• [TASK STATEMENT]:
In full and unchanged, set down the entries that follow, with no images.

(Beginning of DATA SHOWN)

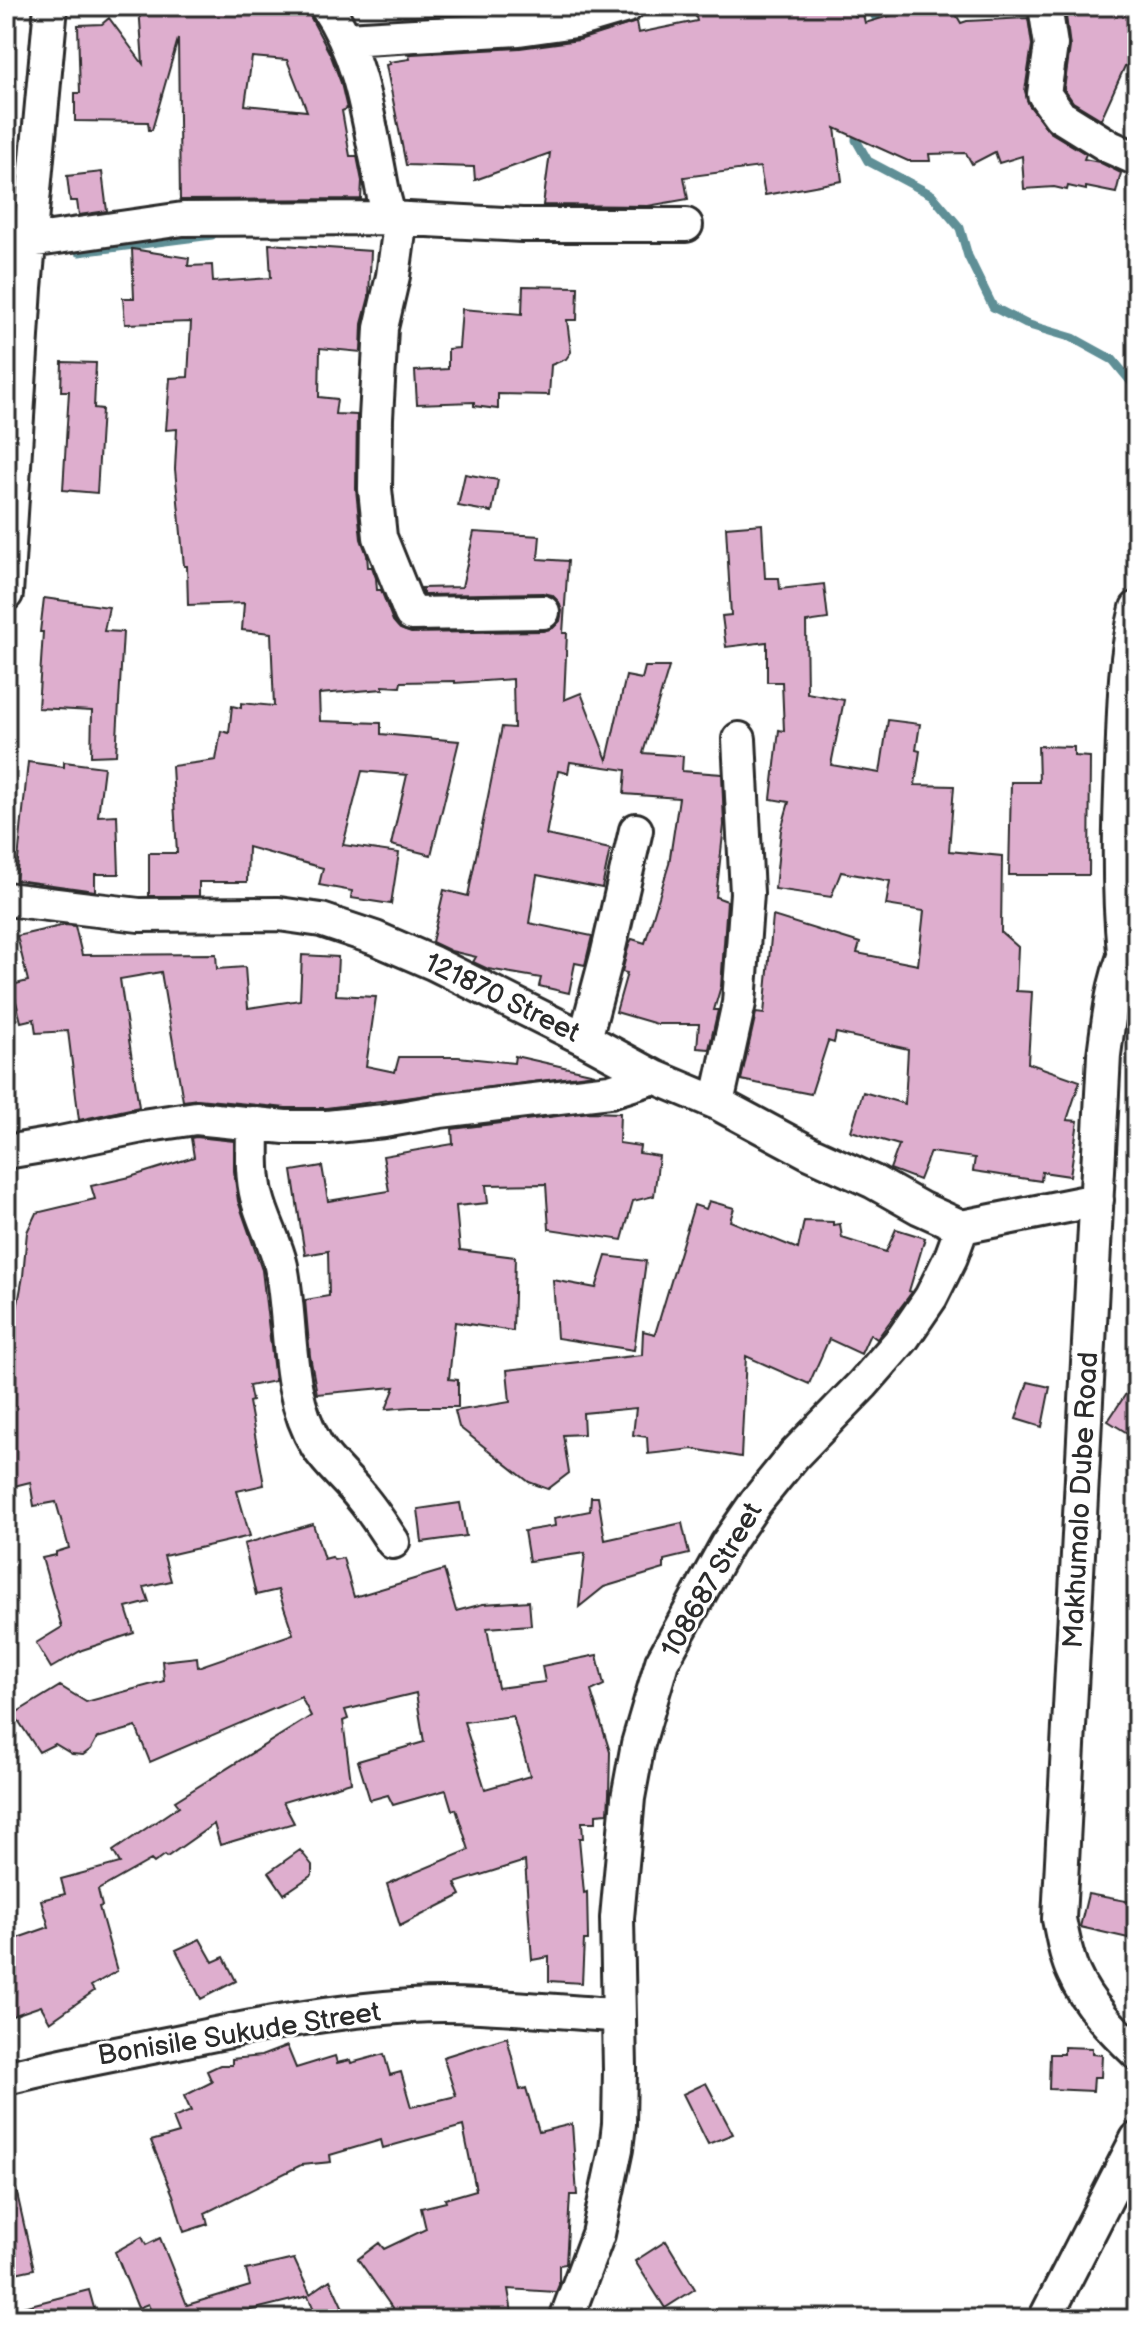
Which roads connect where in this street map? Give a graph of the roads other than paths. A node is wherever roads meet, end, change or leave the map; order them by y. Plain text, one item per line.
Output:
1 (51, 6) edge
2 (326, 6) edge
3 (627, 6) edge
4 (1045, 6) edge
5 (346, 39) junction
6 (1137, 159) edge
7 (389, 218) junction
8 (686, 225) dead end
9 (30, 241) junction
10 (16, 288) edge
11 (6, 594) edge
12 (1137, 608) edge
13 (543, 612) dead end
14 (739, 739) dead end
15 (636, 830) dead end
16 (6, 899) edge
17 (1130, 940) edge
18 (585, 1039) junction
19 (655, 1077) junction
20 (717, 1103) junction
21 (253, 1123) junction
22 (6, 1152) edge
23 (1097, 1200) junction
24 (962, 1227) junction
25 (393, 1542) dead end
26 (617, 2015) junction
27 (1137, 2053) edge
28 (6, 2078) edge
29 (1137, 2139) edge
30 (566, 2319) edge
31 (1045, 2319) edge

1 - 9 street
2 - 5 street
3 - 5 street
4 - 6 street
5 - 7 street
7 - 8 street
7 - 9 street
7 - 13 street
9 - 10 street
10 - 11 street
12 - 17 street
14 - 20 street
15 - 18 street
16 - 18 street, 121870 Street
17 - 23 street, Makhumalo Dube Road
18 - 19 street, 121870 Street
19 - 20 street, 121870 Street
19 - 21 street
20 - 24 street, 121870 Street
21 - 22 street
21 - 25 street
23 - 24 street
23 - 27 street, Makhumalo Dube Road
24 - 26 street, 108687 Street
26 - 28 street, Bonisile Sukude Street
26 - 30 street, 108687 Street
29 - 31 street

(End of DATA SHOWN)

• [WRITTEN RESPONSE]:
Which roads connect where in this street map? Give a graph of the roads other than paths. A node is wherever roads meet, end, change or leave the map; order them by y. Plain text, one item per line.
Output:
1 (51, 6) edge
2 (326, 6) edge
3 (627, 6) edge
4 (1045, 6) edge
5 (346, 39) junction
6 (1137, 159) edge
7 (389, 218) junction
8 (686, 225) dead end
9 (30, 241) junction
10 (16, 288) edge
11 (6, 594) edge
12 (1137, 608) edge
13 (543, 612) dead end
14 (739, 739) dead end
15 (636, 830) dead end
16 (6, 899) edge
17 (1130, 940) edge
18 (585, 1039) junction
19 (655, 1077) junction
20 (717, 1103) junction
21 (253, 1123) junction
22 (6, 1152) edge
23 (1097, 1200) junction
24 (962, 1227) junction
25 (393, 1542) dead end
26 (617, 2015) junction
27 (1137, 2053) edge
28 (6, 2078) edge
29 (1137, 2139) edge
30 (566, 2319) edge
31 (1045, 2319) edge

1 - 9 street
2 - 5 street
3 - 5 street
4 - 6 street
5 - 7 street
7 - 8 street
7 - 9 street
7 - 13 street
9 - 10 street
10 - 11 street
12 - 17 street
14 - 20 street
15 - 18 street
16 - 18 street, 121870 Street
17 - 23 street, Makhumalo Dube Road
18 - 19 street, 121870 Street
19 - 20 street, 121870 Street
19 - 21 street
20 - 24 street, 121870 Street
21 - 22 street
21 - 25 street
23 - 24 street
23 - 27 street, Makhumalo Dube Road
24 - 26 street, 108687 Street
26 - 28 street, Bonisile Sukude Street
26 - 30 street, 108687 Street
29 - 31 street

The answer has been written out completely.